Monday, March 3, 2014

Comment du Jour






The Crimean War

United Nations Meets on Ukraine Crisis


Less than a week after the spectacular closing ceremony of the Sochi Winter Olympics,  the Russians violated the sovereignty of neighboring Ukraine.  Taking advantage of Ukraine's civil and political unrest which had toppled the ruling pro-Russian regime in Kiev, allegedly causing anxiety among Russian ethnic minorities in parts of the vast land, President Vladimir Putin decided to settle the conflict the old fashioned way--with military intervention.

Russian forces, operating from pre- existing and legally sanctioned naval and air bases in Crimea, decided to expand their spheres of influence in the strategic southern peninsula.
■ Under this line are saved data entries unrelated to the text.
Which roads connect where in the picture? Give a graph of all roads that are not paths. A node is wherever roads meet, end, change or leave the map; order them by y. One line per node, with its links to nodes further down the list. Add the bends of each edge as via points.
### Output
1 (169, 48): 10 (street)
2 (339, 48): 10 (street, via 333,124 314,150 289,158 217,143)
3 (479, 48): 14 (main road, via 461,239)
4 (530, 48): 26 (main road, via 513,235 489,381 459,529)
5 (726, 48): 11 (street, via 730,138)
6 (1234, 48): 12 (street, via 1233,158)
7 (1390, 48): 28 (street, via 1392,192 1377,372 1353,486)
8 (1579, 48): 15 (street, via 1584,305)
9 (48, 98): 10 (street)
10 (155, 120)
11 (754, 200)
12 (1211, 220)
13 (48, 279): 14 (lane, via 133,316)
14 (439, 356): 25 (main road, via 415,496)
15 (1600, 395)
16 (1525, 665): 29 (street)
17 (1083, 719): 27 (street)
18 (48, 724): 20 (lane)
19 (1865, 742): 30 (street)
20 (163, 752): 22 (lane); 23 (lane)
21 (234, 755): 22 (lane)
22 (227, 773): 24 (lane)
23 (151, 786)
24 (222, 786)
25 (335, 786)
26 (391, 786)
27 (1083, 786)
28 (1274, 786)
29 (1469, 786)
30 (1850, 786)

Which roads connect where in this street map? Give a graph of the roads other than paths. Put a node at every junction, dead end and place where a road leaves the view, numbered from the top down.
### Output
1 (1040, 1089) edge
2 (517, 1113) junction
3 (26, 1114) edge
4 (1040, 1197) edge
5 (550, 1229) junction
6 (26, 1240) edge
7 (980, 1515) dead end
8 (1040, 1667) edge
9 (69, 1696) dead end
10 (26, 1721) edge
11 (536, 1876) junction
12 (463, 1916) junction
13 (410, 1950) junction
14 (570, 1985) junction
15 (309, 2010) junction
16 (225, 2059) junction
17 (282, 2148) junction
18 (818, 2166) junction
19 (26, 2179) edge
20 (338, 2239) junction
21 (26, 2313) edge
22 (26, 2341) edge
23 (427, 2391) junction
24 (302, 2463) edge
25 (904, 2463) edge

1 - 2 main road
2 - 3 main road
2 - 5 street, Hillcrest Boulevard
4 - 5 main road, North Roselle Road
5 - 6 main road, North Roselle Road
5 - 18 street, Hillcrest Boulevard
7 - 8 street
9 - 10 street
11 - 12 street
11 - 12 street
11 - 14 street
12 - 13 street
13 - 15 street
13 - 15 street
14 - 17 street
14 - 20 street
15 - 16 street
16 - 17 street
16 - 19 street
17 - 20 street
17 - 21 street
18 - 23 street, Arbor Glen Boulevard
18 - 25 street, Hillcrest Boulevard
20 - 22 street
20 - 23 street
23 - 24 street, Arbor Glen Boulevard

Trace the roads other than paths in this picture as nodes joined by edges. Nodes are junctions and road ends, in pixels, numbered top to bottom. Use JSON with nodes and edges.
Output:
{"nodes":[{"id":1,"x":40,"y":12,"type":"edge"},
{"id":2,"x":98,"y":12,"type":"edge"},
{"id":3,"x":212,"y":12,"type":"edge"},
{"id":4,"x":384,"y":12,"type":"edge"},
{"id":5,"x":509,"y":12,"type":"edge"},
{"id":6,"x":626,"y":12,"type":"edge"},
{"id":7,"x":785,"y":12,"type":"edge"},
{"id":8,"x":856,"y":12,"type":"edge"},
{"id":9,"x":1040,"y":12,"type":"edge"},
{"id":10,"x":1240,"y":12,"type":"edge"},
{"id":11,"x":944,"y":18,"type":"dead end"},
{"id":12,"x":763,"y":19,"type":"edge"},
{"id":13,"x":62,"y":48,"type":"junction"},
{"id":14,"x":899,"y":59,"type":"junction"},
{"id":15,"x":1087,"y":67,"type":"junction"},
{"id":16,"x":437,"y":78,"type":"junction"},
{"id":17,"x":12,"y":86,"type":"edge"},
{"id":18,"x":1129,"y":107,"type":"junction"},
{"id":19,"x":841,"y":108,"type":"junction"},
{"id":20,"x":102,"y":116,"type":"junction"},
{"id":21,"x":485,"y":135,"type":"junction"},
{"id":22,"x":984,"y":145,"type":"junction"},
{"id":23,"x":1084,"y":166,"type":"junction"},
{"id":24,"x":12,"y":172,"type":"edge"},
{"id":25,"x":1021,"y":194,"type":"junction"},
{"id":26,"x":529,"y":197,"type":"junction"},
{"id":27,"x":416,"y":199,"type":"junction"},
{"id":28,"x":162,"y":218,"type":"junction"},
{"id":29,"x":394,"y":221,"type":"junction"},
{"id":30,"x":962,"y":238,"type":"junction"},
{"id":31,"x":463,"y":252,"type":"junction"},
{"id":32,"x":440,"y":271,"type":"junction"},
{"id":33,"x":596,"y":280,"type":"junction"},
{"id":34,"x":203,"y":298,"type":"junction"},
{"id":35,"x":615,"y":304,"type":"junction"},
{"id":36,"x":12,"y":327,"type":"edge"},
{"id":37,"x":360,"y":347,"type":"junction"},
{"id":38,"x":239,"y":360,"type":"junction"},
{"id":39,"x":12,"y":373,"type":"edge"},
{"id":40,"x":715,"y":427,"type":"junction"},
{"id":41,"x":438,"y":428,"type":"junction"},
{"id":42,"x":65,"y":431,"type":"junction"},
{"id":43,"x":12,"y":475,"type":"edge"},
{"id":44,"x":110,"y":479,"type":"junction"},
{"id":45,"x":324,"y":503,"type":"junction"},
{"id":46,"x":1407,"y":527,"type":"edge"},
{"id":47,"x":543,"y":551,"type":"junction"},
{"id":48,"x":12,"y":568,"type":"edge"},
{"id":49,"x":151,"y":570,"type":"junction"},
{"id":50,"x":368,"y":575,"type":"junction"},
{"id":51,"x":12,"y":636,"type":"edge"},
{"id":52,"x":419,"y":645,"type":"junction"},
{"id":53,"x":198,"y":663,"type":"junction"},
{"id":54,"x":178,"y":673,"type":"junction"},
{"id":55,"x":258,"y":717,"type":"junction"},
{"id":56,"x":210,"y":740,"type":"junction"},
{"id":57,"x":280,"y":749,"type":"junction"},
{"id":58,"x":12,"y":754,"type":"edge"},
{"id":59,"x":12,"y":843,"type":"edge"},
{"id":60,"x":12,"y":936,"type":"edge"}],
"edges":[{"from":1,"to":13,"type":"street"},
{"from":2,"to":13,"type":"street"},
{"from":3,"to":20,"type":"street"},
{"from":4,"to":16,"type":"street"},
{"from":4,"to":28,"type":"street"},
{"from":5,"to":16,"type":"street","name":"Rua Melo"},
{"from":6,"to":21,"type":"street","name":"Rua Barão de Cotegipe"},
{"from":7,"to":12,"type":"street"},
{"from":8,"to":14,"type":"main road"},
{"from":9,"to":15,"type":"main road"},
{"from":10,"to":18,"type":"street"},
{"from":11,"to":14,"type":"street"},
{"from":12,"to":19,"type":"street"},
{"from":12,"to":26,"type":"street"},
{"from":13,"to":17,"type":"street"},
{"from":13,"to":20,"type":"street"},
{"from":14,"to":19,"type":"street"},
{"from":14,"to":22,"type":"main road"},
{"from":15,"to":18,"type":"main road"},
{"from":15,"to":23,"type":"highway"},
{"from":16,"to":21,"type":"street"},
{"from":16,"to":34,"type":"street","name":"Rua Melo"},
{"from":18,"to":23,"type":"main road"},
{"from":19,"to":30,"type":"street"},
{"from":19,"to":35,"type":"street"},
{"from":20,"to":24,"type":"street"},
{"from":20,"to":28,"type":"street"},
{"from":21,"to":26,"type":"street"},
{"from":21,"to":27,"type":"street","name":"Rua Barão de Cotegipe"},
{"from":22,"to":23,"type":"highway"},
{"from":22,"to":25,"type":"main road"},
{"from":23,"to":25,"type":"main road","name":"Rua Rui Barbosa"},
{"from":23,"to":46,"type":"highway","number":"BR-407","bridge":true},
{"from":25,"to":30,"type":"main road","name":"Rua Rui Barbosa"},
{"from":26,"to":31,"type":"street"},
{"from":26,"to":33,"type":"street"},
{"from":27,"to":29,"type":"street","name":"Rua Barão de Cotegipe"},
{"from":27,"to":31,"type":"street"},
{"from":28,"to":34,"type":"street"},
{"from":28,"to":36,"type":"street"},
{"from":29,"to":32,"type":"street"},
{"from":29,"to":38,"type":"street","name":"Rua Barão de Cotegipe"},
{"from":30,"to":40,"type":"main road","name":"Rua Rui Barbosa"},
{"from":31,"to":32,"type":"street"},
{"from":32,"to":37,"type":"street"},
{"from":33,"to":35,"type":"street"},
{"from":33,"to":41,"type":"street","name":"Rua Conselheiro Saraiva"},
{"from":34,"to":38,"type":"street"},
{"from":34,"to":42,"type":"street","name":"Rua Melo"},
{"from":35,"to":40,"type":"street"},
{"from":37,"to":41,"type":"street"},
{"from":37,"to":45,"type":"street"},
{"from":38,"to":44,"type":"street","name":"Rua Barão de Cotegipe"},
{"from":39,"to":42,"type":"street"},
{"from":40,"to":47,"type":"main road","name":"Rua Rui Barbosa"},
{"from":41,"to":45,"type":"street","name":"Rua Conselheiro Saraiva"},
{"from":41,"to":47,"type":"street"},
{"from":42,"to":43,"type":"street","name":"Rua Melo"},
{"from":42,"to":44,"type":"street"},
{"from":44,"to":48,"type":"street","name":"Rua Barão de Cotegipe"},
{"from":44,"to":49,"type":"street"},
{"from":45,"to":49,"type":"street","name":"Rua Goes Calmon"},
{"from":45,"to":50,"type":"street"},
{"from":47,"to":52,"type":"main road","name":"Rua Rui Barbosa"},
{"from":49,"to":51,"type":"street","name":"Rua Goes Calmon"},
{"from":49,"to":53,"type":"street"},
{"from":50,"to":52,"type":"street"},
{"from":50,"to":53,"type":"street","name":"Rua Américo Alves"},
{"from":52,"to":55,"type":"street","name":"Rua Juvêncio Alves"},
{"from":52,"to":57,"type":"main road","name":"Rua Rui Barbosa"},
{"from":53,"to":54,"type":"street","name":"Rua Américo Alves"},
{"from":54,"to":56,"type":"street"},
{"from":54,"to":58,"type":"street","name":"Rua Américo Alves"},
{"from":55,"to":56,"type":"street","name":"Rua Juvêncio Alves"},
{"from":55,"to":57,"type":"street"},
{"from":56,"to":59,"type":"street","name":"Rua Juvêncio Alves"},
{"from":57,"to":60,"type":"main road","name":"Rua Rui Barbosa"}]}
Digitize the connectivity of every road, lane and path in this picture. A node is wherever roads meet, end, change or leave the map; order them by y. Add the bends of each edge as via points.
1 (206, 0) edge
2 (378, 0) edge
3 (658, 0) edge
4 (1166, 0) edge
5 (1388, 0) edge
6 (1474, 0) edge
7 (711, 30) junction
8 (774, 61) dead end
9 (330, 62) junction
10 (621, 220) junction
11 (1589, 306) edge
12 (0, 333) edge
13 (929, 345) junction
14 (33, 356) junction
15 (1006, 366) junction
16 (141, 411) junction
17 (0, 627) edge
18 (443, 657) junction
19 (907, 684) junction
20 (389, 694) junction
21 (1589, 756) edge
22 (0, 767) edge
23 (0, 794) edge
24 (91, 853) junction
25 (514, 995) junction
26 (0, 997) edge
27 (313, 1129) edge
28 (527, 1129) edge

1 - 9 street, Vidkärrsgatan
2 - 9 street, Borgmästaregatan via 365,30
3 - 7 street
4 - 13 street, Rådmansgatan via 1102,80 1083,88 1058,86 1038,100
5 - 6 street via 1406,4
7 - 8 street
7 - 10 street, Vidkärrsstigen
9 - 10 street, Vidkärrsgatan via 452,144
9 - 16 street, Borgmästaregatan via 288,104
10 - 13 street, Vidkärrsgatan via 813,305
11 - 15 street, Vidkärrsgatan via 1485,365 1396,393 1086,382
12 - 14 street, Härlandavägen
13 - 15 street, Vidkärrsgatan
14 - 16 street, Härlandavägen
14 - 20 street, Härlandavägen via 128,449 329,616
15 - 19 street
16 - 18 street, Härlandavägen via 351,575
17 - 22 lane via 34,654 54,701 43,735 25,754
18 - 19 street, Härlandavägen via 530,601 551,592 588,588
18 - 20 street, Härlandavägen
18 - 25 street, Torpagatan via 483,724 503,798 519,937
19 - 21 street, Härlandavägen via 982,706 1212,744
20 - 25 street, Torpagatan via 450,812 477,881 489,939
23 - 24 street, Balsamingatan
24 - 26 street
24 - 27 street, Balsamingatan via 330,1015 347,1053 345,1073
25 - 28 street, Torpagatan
Crimea it is noted, has a majority ethnic Russian population.

A visibly shaken Ukrainian Ambassador to the UN briefed the Security Council and later correspondents to warn of the rapidly deteriorating situation in which he described illegal overflights of Ukrainian territory by Russian transport planes and attack helicopters as well as the seizure of Crimean airports by armed elements.  He decried Russian aggression.








Ambassador  Yuriy Sergeyev  warned that the Russians may be trying to break off Crimean from Ukrainian sovereignty as Moscow did in the Georgia War in 2008 in which two "Russian ethnic" enclaves were seized from Georgia and set up as "independent republics."  The Ambassador called for the international community to provide "moral and political support"to support the territorial integrity of Ukraine."

Ukraine which was part of the former Soviet Union, gained its independence in 1991 after the fall of the communist regime.  In late 2013, the Ukrainian majority rallied in favor of closer economic integration with the European Union; the ruling pro-Russian regime tilted closer to Moscow, thus setting off the initial crisis.

The United States as well as key European allies such as France, Germany and Poland have attempted to broker a peaceful solution to the crisis before the Russian military intervention.  The issue now becomes how to keep Moscow from advancing beyond the Crimea.